Education Minister Christopher Pyne has complained that new textbooks gave equal weight to ANZAC Day as Ramadan and Buddha’s birthday. He singled out Australia’s history curriculum for “not recognizing the legacy of Western civilization and not giving important events in Australia's history and culture the prominence they deserve, such as ANZAC Day.”
In January Mr. Pyne, who became education minister last September, appointed a conservative-leaning panel to review a newly introduced national curriculum to ensure that it’s unbiased and tackles “real-world issues.” The panel is due to report to the government by July 31.
As in many countries, what history is taught, and not taught, speaks to a nation’s sense of identity.
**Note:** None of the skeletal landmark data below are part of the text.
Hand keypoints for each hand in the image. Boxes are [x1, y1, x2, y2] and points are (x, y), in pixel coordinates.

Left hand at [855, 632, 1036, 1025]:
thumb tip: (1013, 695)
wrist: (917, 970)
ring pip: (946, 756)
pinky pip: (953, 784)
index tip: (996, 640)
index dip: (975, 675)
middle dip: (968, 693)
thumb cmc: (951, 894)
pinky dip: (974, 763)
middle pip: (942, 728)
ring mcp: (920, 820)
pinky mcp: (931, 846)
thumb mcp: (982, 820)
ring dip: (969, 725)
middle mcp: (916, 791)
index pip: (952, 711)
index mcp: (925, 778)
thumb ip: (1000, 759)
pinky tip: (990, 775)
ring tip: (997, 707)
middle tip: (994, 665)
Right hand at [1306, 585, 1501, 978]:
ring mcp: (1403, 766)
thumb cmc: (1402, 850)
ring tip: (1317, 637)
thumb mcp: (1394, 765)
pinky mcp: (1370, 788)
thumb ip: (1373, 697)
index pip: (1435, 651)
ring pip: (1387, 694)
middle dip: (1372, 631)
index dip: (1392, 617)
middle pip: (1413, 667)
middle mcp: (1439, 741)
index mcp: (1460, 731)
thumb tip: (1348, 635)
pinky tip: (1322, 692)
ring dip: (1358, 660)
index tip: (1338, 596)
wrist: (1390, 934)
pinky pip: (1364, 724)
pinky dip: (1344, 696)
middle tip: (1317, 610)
For Australians, the question is which nation they are studying: a territory invaded in 1788 by white colonialists who clashed violently with indigenous Aborigines or a land that was settled peacefully and where conflict with the inhabitants wasn’t the result of a deliberate eradication policy. Today Aborigines make up less than 3 percent of Australia’s population of 23 million.
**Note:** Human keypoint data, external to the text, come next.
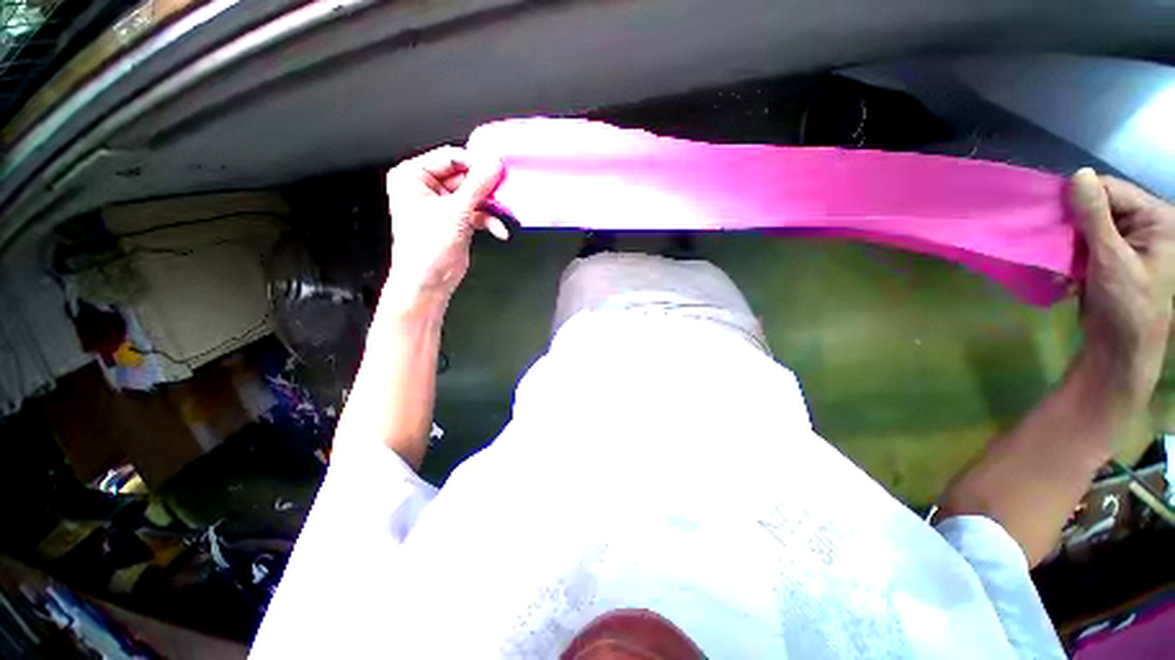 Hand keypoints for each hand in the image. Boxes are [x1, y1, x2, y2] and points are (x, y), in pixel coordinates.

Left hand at [385, 146, 505, 300]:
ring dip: (491, 207)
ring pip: (474, 196)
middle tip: (505, 192)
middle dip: (486, 189)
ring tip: (505, 213)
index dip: (475, 163)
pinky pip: (477, 213)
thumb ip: (478, 186)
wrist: (428, 282)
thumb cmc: (427, 248)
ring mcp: (443, 206)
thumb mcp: (455, 211)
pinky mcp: (456, 221)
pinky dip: (489, 221)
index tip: (497, 169)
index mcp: (413, 176)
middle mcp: (426, 188)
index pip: (449, 158)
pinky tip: (499, 230)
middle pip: (465, 177)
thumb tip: (494, 164)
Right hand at [1069, 168, 1174, 405]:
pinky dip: (1069, 259)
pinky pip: (1083, 246)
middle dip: (1071, 228)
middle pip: (1097, 207)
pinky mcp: (1111, 258)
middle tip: (1054, 247)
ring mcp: (1128, 242)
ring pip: (1085, 228)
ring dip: (1067, 247)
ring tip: (1060, 268)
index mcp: (1156, 218)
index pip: (1110, 190)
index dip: (1079, 199)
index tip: (1053, 218)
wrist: (1121, 348)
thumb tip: (1077, 175)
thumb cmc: (1126, 303)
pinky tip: (1065, 276)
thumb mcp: (1111, 258)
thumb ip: (1095, 216)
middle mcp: (1145, 224)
Mr Pyne’s review has alarmed educators who want the curriculum to reflect Australia’s 50,000 year-old indigenous culture, its ties with its Asian neighbors, and the importance of environmental sustainability. The opposite camp argues that pandering to such progressive causes distracts teachers from core subjects such as math and English.
The review took teachers by surprise, coming after all states and territories completed the rollout of the national curriculum, which began in 2010 under former Prime Minister Julia Gillard.
Perhaps the most contentious aspect of the national curriculum is the requirement that every subject must be interpreted through a prism involving three cross-curriculum priorities: Aboriginal and Torres Strait Islander histories and cultures; Asia and Australia’s engagement with the region; and sustainability. This goes beyond social sciences: high school math teachers are asked to consider the “cultures and histories” of indigenous people and the Asian region.
Kevin Donnelly, a former teacher and political consultant who co-chairs the review board, has taken issue with such guidelines. “The pendulum has moved too far towards that kind of approach and we really need to balance that with an understanding that our political, our legal institutions are derived from Western civilization,” he told a recent public forum.
Kathe Kirby, the executive director of the Melbourne-based Asia Education Foundation, rejects that charge. “The majority of the curriculum is still too Eurocentric. Children aren’t exiting the school system with a fundamental knowledge of the Asian region,” she says.
As for the cross-curriculum priorities, she says they will help students understand the forces that will shape their future. “By the time a child starting school this year enters the workforce, China and India will be the world’s largest economies,” she says.
The view from the classroom is more practical. Ten-year-old Marlo McClintock, who attends a private girls college in Sydney, says she wants more history and science.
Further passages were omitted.